(Saved data entries)

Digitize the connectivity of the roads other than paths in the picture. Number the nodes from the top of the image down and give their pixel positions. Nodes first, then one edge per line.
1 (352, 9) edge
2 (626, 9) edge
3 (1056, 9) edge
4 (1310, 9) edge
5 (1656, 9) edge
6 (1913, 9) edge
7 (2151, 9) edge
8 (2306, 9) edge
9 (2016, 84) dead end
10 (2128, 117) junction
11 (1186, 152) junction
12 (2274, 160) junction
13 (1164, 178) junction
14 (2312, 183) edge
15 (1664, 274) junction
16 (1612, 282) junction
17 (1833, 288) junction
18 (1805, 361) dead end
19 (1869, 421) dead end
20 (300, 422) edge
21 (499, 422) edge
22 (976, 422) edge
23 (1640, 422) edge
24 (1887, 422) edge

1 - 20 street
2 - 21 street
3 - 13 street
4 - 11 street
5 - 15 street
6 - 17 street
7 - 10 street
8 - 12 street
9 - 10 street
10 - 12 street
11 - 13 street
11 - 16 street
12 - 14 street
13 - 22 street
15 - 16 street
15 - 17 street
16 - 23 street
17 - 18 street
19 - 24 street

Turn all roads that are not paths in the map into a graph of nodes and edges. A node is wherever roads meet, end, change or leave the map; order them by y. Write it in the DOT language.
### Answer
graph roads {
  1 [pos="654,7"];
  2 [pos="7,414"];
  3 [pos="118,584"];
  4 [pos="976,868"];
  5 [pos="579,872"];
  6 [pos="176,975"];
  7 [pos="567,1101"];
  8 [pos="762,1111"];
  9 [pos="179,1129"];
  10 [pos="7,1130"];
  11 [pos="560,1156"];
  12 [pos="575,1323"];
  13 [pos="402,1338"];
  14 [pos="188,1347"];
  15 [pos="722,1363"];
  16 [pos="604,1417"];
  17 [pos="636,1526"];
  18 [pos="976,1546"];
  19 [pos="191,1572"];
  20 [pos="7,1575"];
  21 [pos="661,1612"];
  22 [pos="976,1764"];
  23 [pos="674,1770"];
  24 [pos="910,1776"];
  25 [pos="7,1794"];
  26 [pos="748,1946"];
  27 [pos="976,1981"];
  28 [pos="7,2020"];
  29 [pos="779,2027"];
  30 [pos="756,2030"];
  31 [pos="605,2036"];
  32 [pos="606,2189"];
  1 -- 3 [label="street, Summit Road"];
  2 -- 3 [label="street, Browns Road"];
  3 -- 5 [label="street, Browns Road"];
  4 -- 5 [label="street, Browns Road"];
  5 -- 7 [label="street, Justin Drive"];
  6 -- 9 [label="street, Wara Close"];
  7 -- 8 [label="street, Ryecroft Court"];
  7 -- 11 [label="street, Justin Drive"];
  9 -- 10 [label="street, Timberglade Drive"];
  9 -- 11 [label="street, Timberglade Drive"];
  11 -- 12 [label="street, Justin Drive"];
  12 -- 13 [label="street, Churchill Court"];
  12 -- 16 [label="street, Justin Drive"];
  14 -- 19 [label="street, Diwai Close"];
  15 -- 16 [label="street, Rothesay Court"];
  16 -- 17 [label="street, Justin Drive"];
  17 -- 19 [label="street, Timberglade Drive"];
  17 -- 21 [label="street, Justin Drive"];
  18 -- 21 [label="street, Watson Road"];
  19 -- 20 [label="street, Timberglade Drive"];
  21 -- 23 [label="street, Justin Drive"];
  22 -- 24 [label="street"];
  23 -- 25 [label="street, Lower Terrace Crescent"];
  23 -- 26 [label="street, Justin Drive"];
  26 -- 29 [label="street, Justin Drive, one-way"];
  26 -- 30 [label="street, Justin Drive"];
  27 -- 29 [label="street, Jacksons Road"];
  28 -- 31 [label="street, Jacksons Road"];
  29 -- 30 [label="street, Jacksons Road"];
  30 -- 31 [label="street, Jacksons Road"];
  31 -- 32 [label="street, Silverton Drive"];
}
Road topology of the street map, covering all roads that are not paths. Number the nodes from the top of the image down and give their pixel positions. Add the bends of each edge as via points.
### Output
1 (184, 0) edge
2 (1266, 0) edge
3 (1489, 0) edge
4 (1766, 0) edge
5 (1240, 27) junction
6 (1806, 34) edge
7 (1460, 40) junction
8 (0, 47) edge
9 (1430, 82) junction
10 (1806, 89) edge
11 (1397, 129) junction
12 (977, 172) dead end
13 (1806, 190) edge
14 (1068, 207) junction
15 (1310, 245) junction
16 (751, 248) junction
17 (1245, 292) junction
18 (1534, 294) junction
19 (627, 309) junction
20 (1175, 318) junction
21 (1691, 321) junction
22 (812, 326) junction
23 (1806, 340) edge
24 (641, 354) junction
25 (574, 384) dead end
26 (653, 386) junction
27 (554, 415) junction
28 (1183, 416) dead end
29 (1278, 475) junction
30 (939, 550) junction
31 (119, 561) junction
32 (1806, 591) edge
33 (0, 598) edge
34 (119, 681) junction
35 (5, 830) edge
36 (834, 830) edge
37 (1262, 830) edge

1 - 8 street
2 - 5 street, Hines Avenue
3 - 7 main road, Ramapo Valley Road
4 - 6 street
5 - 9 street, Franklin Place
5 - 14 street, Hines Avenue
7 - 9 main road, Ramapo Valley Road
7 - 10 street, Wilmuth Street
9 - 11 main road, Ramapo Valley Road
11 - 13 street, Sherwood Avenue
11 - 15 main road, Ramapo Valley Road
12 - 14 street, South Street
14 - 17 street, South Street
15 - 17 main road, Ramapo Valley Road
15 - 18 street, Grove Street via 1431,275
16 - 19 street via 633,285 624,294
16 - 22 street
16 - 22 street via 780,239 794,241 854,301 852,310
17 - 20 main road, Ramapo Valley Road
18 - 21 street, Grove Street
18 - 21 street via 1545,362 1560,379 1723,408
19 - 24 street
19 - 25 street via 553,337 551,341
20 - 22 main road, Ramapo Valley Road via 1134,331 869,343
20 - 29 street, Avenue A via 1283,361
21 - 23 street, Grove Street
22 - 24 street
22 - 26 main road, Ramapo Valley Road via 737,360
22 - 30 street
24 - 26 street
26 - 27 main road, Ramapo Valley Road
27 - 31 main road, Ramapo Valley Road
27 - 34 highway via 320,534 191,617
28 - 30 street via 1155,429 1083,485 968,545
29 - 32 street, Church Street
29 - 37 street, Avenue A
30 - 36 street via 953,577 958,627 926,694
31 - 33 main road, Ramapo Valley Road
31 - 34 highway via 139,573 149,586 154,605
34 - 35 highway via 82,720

### [Prompt]
Your task is to reproduce all the records above exactly as they appear.

### [Answer box]
Digitize the connectivity of the roads other than paths in the picture. Number the nodes from the top of the image down and give their pixel positions. Nodes first, then one edge per line.
1 (352, 9) edge
2 (626, 9) edge
3 (1056, 9) edge
4 (1310, 9) edge
5 (1656, 9) edge
6 (1913, 9) edge
7 (2151, 9) edge
8 (2306, 9) edge
9 (2016, 84) dead end
10 (2128, 117) junction
11 (1186, 152) junction
12 (2274, 160) junction
13 (1164, 178) junction
14 (2312, 183) edge
15 (1664, 274) junction
16 (1612, 282) junction
17 (1833, 288) junction
18 (1805, 361) dead end
19 (1869, 421) dead end
20 (300, 422) edge
21 (499, 422) edge
22 (976, 422) edge
23 (1640, 422) edge
24 (1887, 422) edge

1 - 20 street
2 - 21 street
3 - 13 street
4 - 11 street
5 - 15 street
6 - 17 street
7 - 10 street
8 - 12 street
9 - 10 street
10 - 12 street
11 - 13 street
11 - 16 street
12 - 14 street
13 - 22 street
15 - 16 street
15 - 17 street
16 - 23 street
17 - 18 street
19 - 24 street

Turn all roads that are not paths in the map into a graph of nodes and edges. A node is wherever roads meet, end, change or leave the map; order them by y. Write it in the DOT language.
### Answer
graph roads {
  1 [pos="654,7"];
  2 [pos="7,414"];
  3 [pos="118,584"];
  4 [pos="976,868"];
  5 [pos="579,872"];
  6 [pos="176,975"];
  7 [pos="567,1101"];
  8 [pos="762,1111"];
  9 [pos="179,1129"];
  10 [pos="7,1130"];
  11 [pos="560,1156"];
  12 [pos="575,1323"];
  13 [pos="402,1338"];
  14 [pos="188,1347"];
  15 [pos="722,1363"];
  16 [pos="604,1417"];
  17 [pos="636,1526"];
  18 [pos="976,1546"];
  19 [pos="191,1572"];
  20 [pos="7,1575"];
  21 [pos="661,1612"];
  22 [pos="976,1764"];
  23 [pos="674,1770"];
  24 [pos="910,1776"];
  25 [pos="7,1794"];
  26 [pos="748,1946"];
  27 [pos="976,1981"];
  28 [pos="7,2020"];
  29 [pos="779,2027"];
  30 [pos="756,2030"];
  31 [pos="605,2036"];
  32 [pos="606,2189"];
  1 -- 3 [label="street, Summit Road"];
  2 -- 3 [label="street, Browns Road"];
  3 -- 5 [label="street, Browns Road"];
  4 -- 5 [label="street, Browns Road"];
  5 -- 7 [label="street, Justin Drive"];
  6 -- 9 [label="street, Wara Close"];
  7 -- 8 [label="street, Ryecroft Court"];
  7 -- 11 [label="street, Justin Drive"];
  9 -- 10 [label="street, Timberglade Drive"];
  9 -- 11 [label="street, Timberglade Drive"];
  11 -- 12 [label="street, Justin Drive"];
  12 -- 13 [label="street, Churchill Court"];
  12 -- 16 [label="street, Justin Drive"];
  14 -- 19 [label="street, Diwai Close"];
  15 -- 16 [label="street, Rothesay Court"];
  16 -- 17 [label="street, Justin Drive"];
  17 -- 19 [label="street, Timberglade Drive"];
  17 -- 21 [label="street, Justin Drive"];
  18 -- 21 [label="street, Watson Road"];
  19 -- 20 [label="street, Timberglade Drive"];
  21 -- 23 [label="street, Justin Drive"];
  22 -- 24 [label="street"];
  23 -- 25 [label="street, Lower Terrace Crescent"];
  23 -- 26 [label="street, Justin Drive"];
  26 -- 29 [label="street, Justin Drive, one-way"];
  26 -- 30 [label="street, Justin Drive"];
  27 -- 29 [label="street, Jacksons Road"];
  28 -- 31 [label="street, Jacksons Road"];
  29 -- 30 [label="street, Jacksons Road"];
  30 -- 31 [label="street, Jacksons Road"];
  31 -- 32 [label="street, Silverton Drive"];
}
Road topology of the street map, covering all roads that are not paths. Number the nodes from the top of the image down and give their pixel positions. Add the bends of each edge as via points.
### Output
1 (184, 0) edge
2 (1266, 0) edge
3 (1489, 0) edge
4 (1766, 0) edge
5 (1240, 27) junction
6 (1806, 34) edge
7 (1460, 40) junction
8 (0, 47) edge
9 (1430, 82) junction
10 (1806, 89) edge
11 (1397, 129) junction
12 (977, 172) dead end
13 (1806, 190) edge
14 (1068, 207) junction
15 (1310, 245) junction
16 (751, 248) junction
17 (1245, 292) junction
18 (1534, 294) junction
19 (627, 309) junction
20 (1175, 318) junction
21 (1691, 321) junction
22 (812, 326) junction
23 (1806, 340) edge
24 (641, 354) junction
25 (574, 384) dead end
26 (653, 386) junction
27 (554, 415) junction
28 (1183, 416) dead end
29 (1278, 475) junction
30 (939, 550) junction
31 (119, 561) junction
32 (1806, 591) edge
33 (0, 598) edge
34 (119, 681) junction
35 (5, 830) edge
36 (834, 830) edge
37 (1262, 830) edge

1 - 8 street
2 - 5 street, Hines Avenue
3 - 7 main road, Ramapo Valley Road
4 - 6 street
5 - 9 street, Franklin Place
5 - 14 street, Hines Avenue
7 - 9 main road, Ramapo Valley Road
7 - 10 street, Wilmuth Street
9 - 11 main road, Ramapo Valley Road
11 - 13 street, Sherwood Avenue
11 - 15 main road, Ramapo Valley Road
12 - 14 street, South Street
14 - 17 street, South Street
15 - 17 main road, Ramapo Valley Road
15 - 18 street, Grove Street via 1431,275
16 - 19 street via 633,285 624,294
16 - 22 street
16 - 22 street via 780,239 794,241 854,301 852,310
17 - 20 main road, Ramapo Valley Road
18 - 21 street, Grove Street
18 - 21 street via 1545,362 1560,379 1723,408
19 - 24 street
19 - 25 street via 553,337 551,341
20 - 22 main road, Ramapo Valley Road via 1134,331 869,343
20 - 29 street, Avenue A via 1283,361
21 - 23 street, Grove Street
22 - 24 street
22 - 26 main road, Ramapo Valley Road via 737,360
22 - 30 street
24 - 26 street
26 - 27 main road, Ramapo Valley Road
27 - 31 main road, Ramapo Valley Road
27 - 34 highway via 320,534 191,617
28 - 30 street via 1155,429 1083,485 968,545
29 - 32 street, Church Street
29 - 37 street, Avenue A
30 - 36 street via 953,577 958,627 926,694
31 - 33 main road, Ramapo Valley Road
31 - 34 highway via 139,573 149,586 154,605
34 - 35 highway via 82,720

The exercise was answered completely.